В отличие от «музыкального» («поэтического») сюжета «Собачьего вальса» его «любовный» сюжет спрятан -- тщательно, но так, чтобы быть угаданным. В героине акцентированы женские черты (слово «сука» введено не только ради оживления лексического ряда; заметим, что пол собаки в «источнике» не определен). Оборот «возможно, потому, что мясо съела» отсылает не только к стишку о попе и собаке, но и к поговорке «чует кошка, чье мясо съела», предполагающей переносное значение (в том числе -- подсказываемый устойчивой аналогией «кошка -- женщина» сюжет любовной неверности с последующей попыткой самооправдания изменницы). Победа милосердия связана не только с пением, но и с весной -- «Стоял апрель». Эта цитата из «Пестеля, поэта и Анны» должна вызвать в памяти сильный образ того же стихотворения -- «Деревья, как зеленые (курсив мой. -- А.Н.) кувшины, / Хранили утра хлад и синеву» -- и общий его «весенний» рисунок. Россыпь деталей позволяют соотнести зловещее намерение попа -- «И даже нож готовил, может быть» -- с «думой лютой» героя-рассказчика хорошо известного стихотворения о ревности и готовящемся возмездии за неверность: «Припас я вострый нож». Персонаж Некрасова спасен от преступления «зеленым шумом», согласно авторскому примечанию -- народному названию «пробуждения природы весной», благодаря которому «Нож валится из рук, / И все мне песня (курсив мой. -- А.Н.) слышится / Одна в лесу, в лугу: / Люби, покуда любится, / Терпи, покуда терпится, / Прощай, пока прощается, / И Бог тебе судья»30. В «Собачьем вальсе», как видим, повторены ключевые мотивы «Зеленого шума», позволяющие достроить не проговоренный сюжет -- любовная измена (разумеется, не представительницы песьего племени, но женщины; в таком случае слова «собака» и «сука» должны читаться как пейоративы) и месть (к счастью, несостоявшаяся).

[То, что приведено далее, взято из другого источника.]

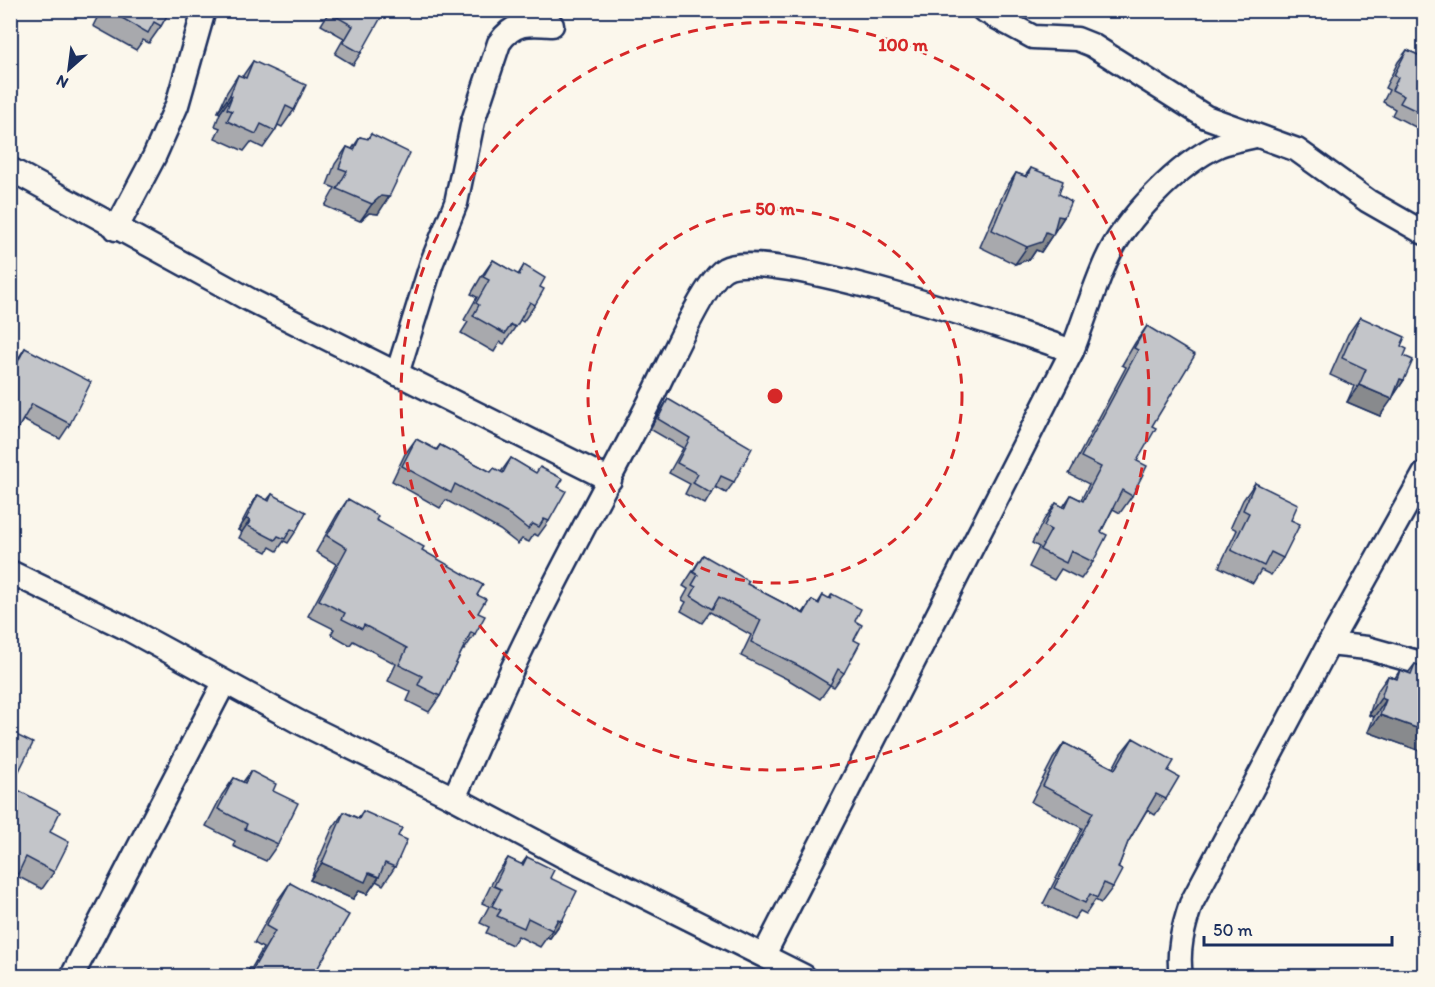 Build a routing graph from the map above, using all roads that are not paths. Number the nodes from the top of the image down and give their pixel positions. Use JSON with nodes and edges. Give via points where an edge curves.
{"nodes":[{"id":1,"x":204,"y":10,"type":"edge"},
{"id":2,"x":983,"y":10,"type":"edge"},
{"id":3,"x":552,"y":25,"type":"dead end"},
{"id":4,"x":1256,"y":136,"type":"junction"},
{"id":5,"x":10,"y":169,"type":"edge"},
{"id":6,"x":116,"y":229,"type":"junction"},
{"id":7,"x":1425,"y":233,"type":"edge"},
{"id":8,"x":1072,"y":351,"type":"junction"},
{"id":9,"x":397,"y":374,"type":"junction"},
{"id":10,"x":1425,"y":474,"type":"edge"},
{"id":11,"x":610,"y":480,"type":"junction"},
{"id":12,"x":10,"y":572,"type":"edge"},
{"id":13,"x":1329,"y":644,"type":"junction"},
{"id":14,"x":1425,"y":664,"type":"edge"},
{"id":15,"x":224,"y":682,"type":"junction"},
{"id":16,"x":454,"y":798,"type":"junction"},
{"id":17,"x":764,"y":955,"type":"junction"},
{"id":18,"x":72,"y":976,"type":"edge"},
{"id":19,"x":804,"y":976,"type":"edge"},
{"id":20,"x":1181,"y":976,"type":"edge"}],
"edges":[{"from":1,"to":6,"type":"street","via":[[171,120]]},
{"from":2,"to":4,"type":"street","via":[[1033,37],[1077,39],[1092,45],[1206,117]]},
{"from":3,"to":9,"type":"street","via":[[517,25],[499,43],[473,121],[456,203],[432,262]]},
{"from":4,"to":7,"type":"street","via":[[1297,150],[1368,201]]},
{"from":4,"to":8,"type":"street","via":[[1203,154],[1156,194],[1129,225],[1107,258]]},
{"from":5,"to":6,"type":"street"},
{"from":6,"to":9,"type":"street"},
{"from":8,"to":11,"type":"street","via":[[992,322],[815,274],[764,265],[725,268],[713,280]]},
{"from":8,"to":17,"type":"street"},
{"from":9,"to":11,"type":"street"},
{"from":10,"to":13,"type":"street"},
{"from":11,"to":16,"type":"street","via":[[530,633]]},
{"from":12,"to":15,"type":"street","via":[[126,628]]},
{"from":13,"to":14,"type":"street","via":[[1367,648]]},
{"from":13,"to":20,"type":"street","via":[[1191,904],[1181,937]]},
{"from":15,"to":16,"type":"street"},
{"from":15,"to":18,"type":"street"},
{"from":16,"to":17,"type":"street"},
{"from":17,"to":19,"type":"street"}]} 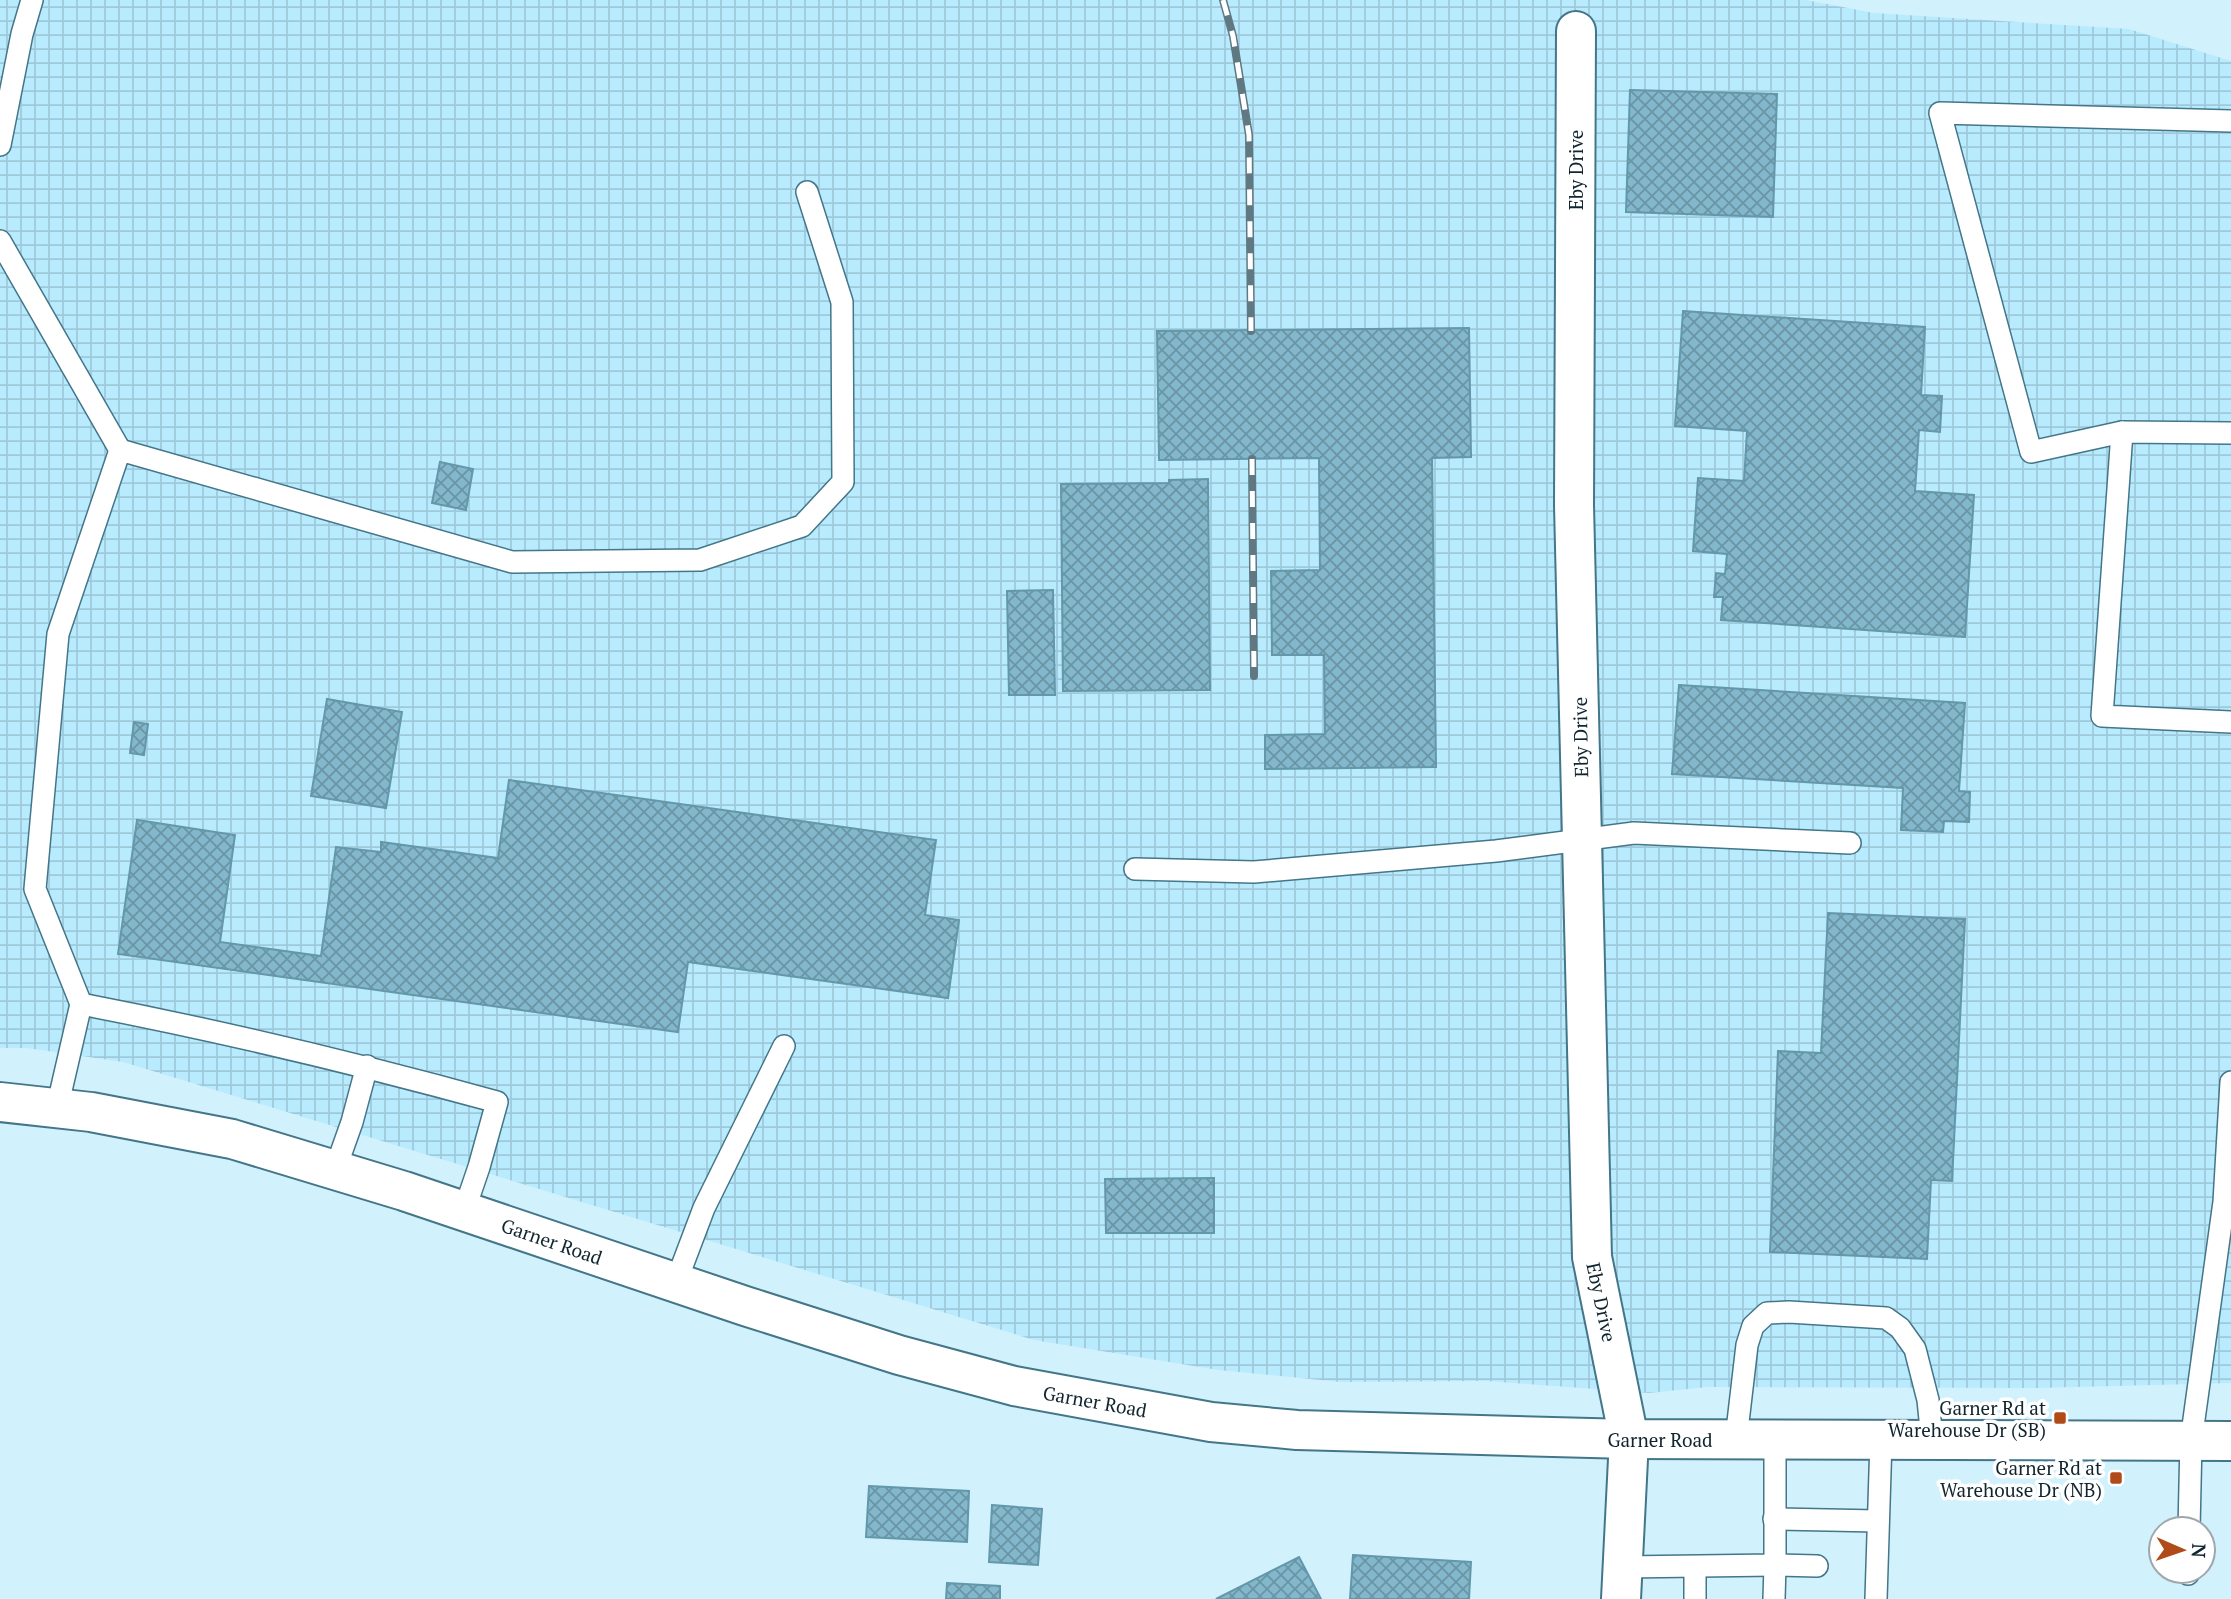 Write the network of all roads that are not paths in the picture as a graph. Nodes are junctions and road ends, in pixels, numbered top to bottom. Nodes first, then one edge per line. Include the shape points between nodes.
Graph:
1 (32, 0) edge
2 (1576, 31) dead end
3 (2231, 121) edge
4 (0, 145) edge
5 (807, 192) dead end
6 (0, 242) edge
7 (2122, 432) junction
8 (2231, 433) edge
9 (120, 450) junction
10 (2231, 722) edge
11 (1583, 838) junction
12 (1850, 843) dead end
13 (1135, 869) dead end
14 (81, 1004) junction
15 (783, 1046) dead end
16 (367, 1066) junction
17 (2231, 1082) edge
18 (0, 1102) edge
19 (57, 1108) junction
20 (335, 1170) junction
21 (464, 1211) junction
22 (676, 1282) junction
23 (1629, 1439) junction
24 (1736, 1439) junction
25 (1775, 1439) junction
26 (1932, 1439) junction
27 (1881, 1440) junction
28 (2191, 1441) junction
29 (2231, 1441) edge
30 (2189, 1515) edge
31 (1774, 1519) junction
32 (1878, 1521) junction
33 (1775, 1565) junction
34 (1817, 1566) dead end
35 (1695, 1567) junction
36 (1622, 1583) edge
37 (1695, 1599) edge
38 (1774, 1599) edge
39 (1877, 1599) edge

1 - 4 lane
2 - 11 main road, Eby Drive via 1574,505
3 - 7 lane via 1940,113 2031,452
5 - 9 lane via 842,302 843,482 802,526 700,560 512,562
6 - 9 lane
7 - 8 lane
7 - 10 lane via 2102,716
9 - 14 lane via 58,634 35,889
11 - 12 lane via 1634,833
11 - 13 lane via 1496,851 1254,872
11 - 23 main road, Eby Drive via 1592,1257
14 - 16 lane
14 - 19 lane
15 - 22 lane via 704,1208
16 - 20 lane
16 - 21 lane via 497,1102
17 - 28 lane via 2224,1202
18 - 19 main road, Garner Road
19 - 20 main road, Garner Road via 232,1139
20 - 21 main road, Garner Road
21 - 22 main road, Garner Road
22 - 23 main road, Garner Road via 1014,1387 1211,1422 1297,1430
23 - 24 main road, Garner Road
23 - 36 main road, Eby Drive
24 - 25 main road, Garner Road
24 - 26 lane via 1753,1326 1767,1313 1788,1312 1886,1318 1900,1328 1915,1349
25 - 27 main road, Garner Road
25 - 31 lane
26 - 27 main road, Garner Road
26 - 28 main road, Garner Road
27 - 32 lane
28 - 29 main road, Garner Road
28 - 30 lane
31 - 32 lane
31 - 33 lane
32 - 39 lane via 1871,1567
33 - 34 lane
33 - 35 lane
33 - 38 lane
35 - 36 lane
35 - 37 lane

Такую трактовку можно было бы счесть натянутой, если б как раз в пору «Собачьего вальса» в поэзии Самойлова не начали мощно звучать темы гибнущей (утраченной) любви, ревности и жестокого воздаяния за неверность: в 1976--1977 годах написаны «Пярнуские элегии», в 1977-м первое из «Двух стихотворений» («Он заплатил за нелюбовь Натальи…») и поэма «Сон о Ганнибале», в которой «личный» и «пушкинский» планы не менее важны, чем собственно сюжет -- страшная история прадеда поэта и его первой жены31.

То же (с понятной поправкой) можно сказать о «Собачьем вальсе», который, однако, заканчивается счастливо (хотя автор, разумеется, помнит и о том, как была «зарезана» ключевая строфа «Соловьев Ильдефонса-Константы», и о том, как завершились жизненные драмы царского арапа и его правнука). Это решение может удивить по двум причинам.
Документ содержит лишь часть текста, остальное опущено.